Why are the Anti-Critic Responses to ‘Don’t Look Up’ So Bonkers?

By Kayleigh Donaldson | Film | December 30, 2021 |

By Kayleigh Donaldson | Film | December 30, 2021 |


Don't Look Up Netflix.jpg

Don’t Look Up, the latest film from director Adam McKay, premiered on Netflix on Christmas Eve amid a flurry of anticipation. With no fewer than eight Oscar nominees and winners among its enviable cast and the promise of a satirical take on humanity’s apathetic response to climate change, it seemed like an awards player from the moment it was announced. Upon seeing the film, critics were less enthused.

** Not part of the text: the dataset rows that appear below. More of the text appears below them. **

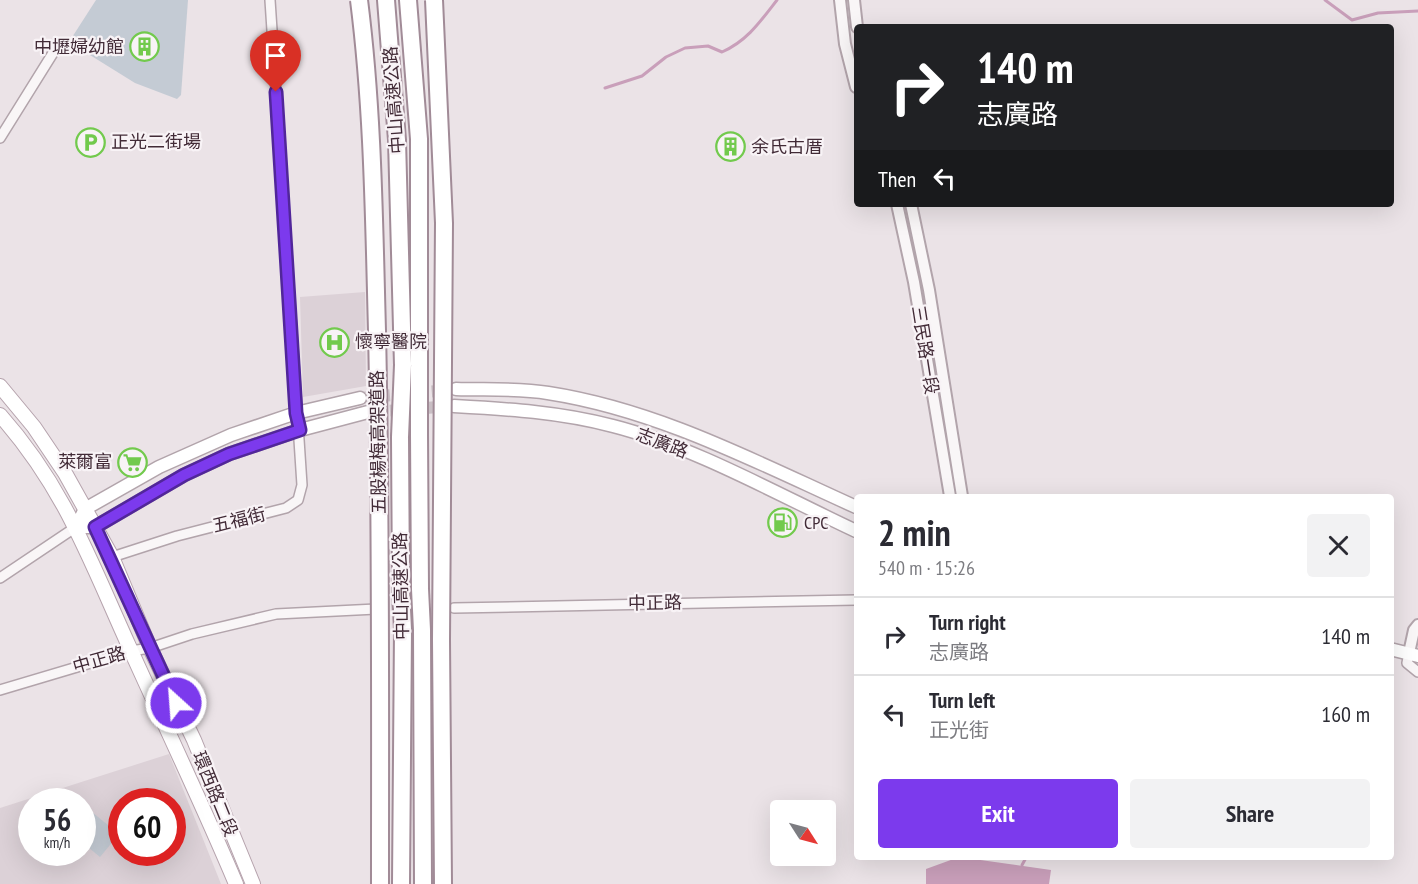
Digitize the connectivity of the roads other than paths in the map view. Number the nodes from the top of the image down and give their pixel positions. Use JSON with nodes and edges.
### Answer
{"nodes":[{"id":1,"x":270,"y":0,"type":"edge"},
{"id":2,"x":359,"y":0,"type":"edge"},
{"id":3,"x":386,"y":0,"type":"edge"},
{"id":4,"x":408,"y":0,"type":"edge"},
{"id":5,"x":434,"y":0,"type":"edge"},
{"id":6,"x":840,"y":0,"type":"edge"},
{"id":7,"x":854,"y":0,"type":"edge"},
{"id":8,"x":857,"y":24,"type":"edge"},
{"id":9,"x":58,"y":45,"type":"dead end"},
{"id":10,"x":854,"y":79,"type":"edge"},
{"id":11,"x":0,"y":138,"type":"edge"},
{"id":12,"x":898,"y":207,"type":"edge"},
{"id":13,"x":912,"y":207,"type":"edge"},
{"id":14,"x":411,"y":366,"type":"junction"},
{"id":15,"x":0,"y":387,"type":"edge"},
{"id":16,"x":456,"y":389,"type":"tunnel mouth"},
{"id":17,"x":360,"y":398,"type":"tunnel mouth"},
{"id":18,"x":454,"y":406,"type":"tunnel mouth"},
{"id":19,"x":368,"y":412,"type":"tunnel mouth"},
{"id":20,"x":296,"y":413,"type":"junction"},
{"id":21,"x":0,"y":415,"type":"edge"},
{"id":22,"x":300,"y":430,"type":"junction"},
{"id":23,"x":950,"y":494,"type":"edge"},
{"id":24,"x":962,"y":494,"type":"edge"},
{"id":25,"x":854,"y":506,"type":"edge"},
{"id":26,"x":85,"y":509,"type":"junction"},
{"id":27,"x":76,"y":527,"type":"junction"},
{"id":28,"x":95,"y":527,"type":"junction"},
{"id":29,"x":854,"y":530,"type":"edge"},
{"id":30,"x":112,"y":557,"type":"junction"},
{"id":31,"x":0,"y":578,"type":"edge"},
{"id":32,"x":854,"y":600,"type":"edge"},
{"id":33,"x":454,"y":608,"type":"tunnel mouth"},
{"id":34,"x":376,"y":609,"type":"tunnel mouth"},
{"id":35,"x":1418,"y":625,"type":"edge"},
{"id":36,"x":1418,"y":641,"type":"edge"},
{"id":37,"x":150,"y":648,"type":"junction"},
{"id":38,"x":1394,"y":650,"type":"edge"},
{"id":39,"x":131,"y":651,"type":"junction"},
{"id":40,"x":1413,"y":654,"type":"edge"},
{"id":41,"x":1418,"y":672,"type":"edge"},
{"id":42,"x":0,"y":690,"type":"edge"},
{"id":43,"x":236,"y":884,"type":"edge"},
{"id":44,"x":253,"y":884,"type":"edge"},
{"id":45,"x":380,"y":884,"type":"edge"},
{"id":46,"x":401,"y":884,"type":"edge"},
{"id":47,"x":423,"y":884,"type":"edge"},
{"id":48,"x":443,"y":884,"type":"edge"}],
"edges":[{"from":1,"to":20,"type":"street"},
{"from":2,"to":45,"type":"highway","name":"五股楊梅高架道路","bridge":true},
{"from":3,"to":14,"type":"highway","name":"中山高速公路"},
{"from":4,"to":14,"type":"highway","name":"中山高速公路"},
{"from":5,"to":48,"type":"highway","bridge":true},
{"from":6,"to":10,"type":"street"},
{"from":7,"to":8,"type":"street"},
{"from":9,"to":11,"type":"street"},
{"from":12,"to":23,"type":"street","name":"三民路一段"},
{"from":13,"to":24,"type":"street","name":"三民路一段"},
{"from":14,"to":46,"type":"highway","name":"中山高速公路","bridge":true},
{"from":14,"to":47,"type":"highway","name":"中山高速公路","bridge":true},
{"from":15,"to":26,"type":"main road","name":"環西路二段"},
{"from":16,"to":25,"type":"main road","name":"志廣路"},
{"from":17,"to":20,"type":"main road"},
{"from":18,"to":29,"type":"main road","name":"志廣路"},
{"from":19,"to":22,"type":"main road"},
{"from":20,"to":22,"type":"street"},
{"from":20,"to":26,"type":"main road"},
{"from":21,"to":27,"type":"main road","name":"環西路二段"},
{"from":22,"to":28,"type":"main road"},
{"from":22,"to":30,"type":"street","name":"五福街"},
{"from":26,"to":27,"type":"main road"},
{"from":26,"to":28,"type":"main road","name":"環西路二段"},
{"from":27,"to":28,"type":"main road"},
{"from":27,"to":31,"type":"street"},
{"from":27,"to":39,"type":"main road","name":"環西路二段"},
{"from":28,"to":30,"type":"main road","name":"環西路二段"},
{"from":30,"to":37,"type":"main road","name":"環西路二段"},
{"from":32,"to":33,"type":"street","name":"中正路"},
{"from":34,"to":37,"type":"street","name":"中正路"},
{"from":35,"to":40,"type":"street"},
{"from":36,"to":40,"type":"street"},
{"from":37,"to":39,"type":"street","name":"中正路"},
{"from":37,"to":44,"type":"main road","name":"環西路二段"},
{"from":38,"to":40,"type":"main road"},
{"from":39,"to":42,"type":"street","name":"中正路"},
{"from":39,"to":43,"type":"main road","name":"環西路二段"},
{"from":40,"to":41,"type":"street"}]}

While the movie has some supporters, it currently has a rather paltry 55% on Rotten Tomatoes, a score far smaller than one would expect from an awards player headlined by unmitigated megastars. Many reviews described the film as smug, cynical, and toothless in its satire. I myself thought it was exhausting, condescending, and not especially funny. For me, Adam McKay has reached a level of holier-than-thou finger-wagging that would make even Aaron Sorkin roll his eyes. Our own Petr was also disappointed with Don’t Look Up.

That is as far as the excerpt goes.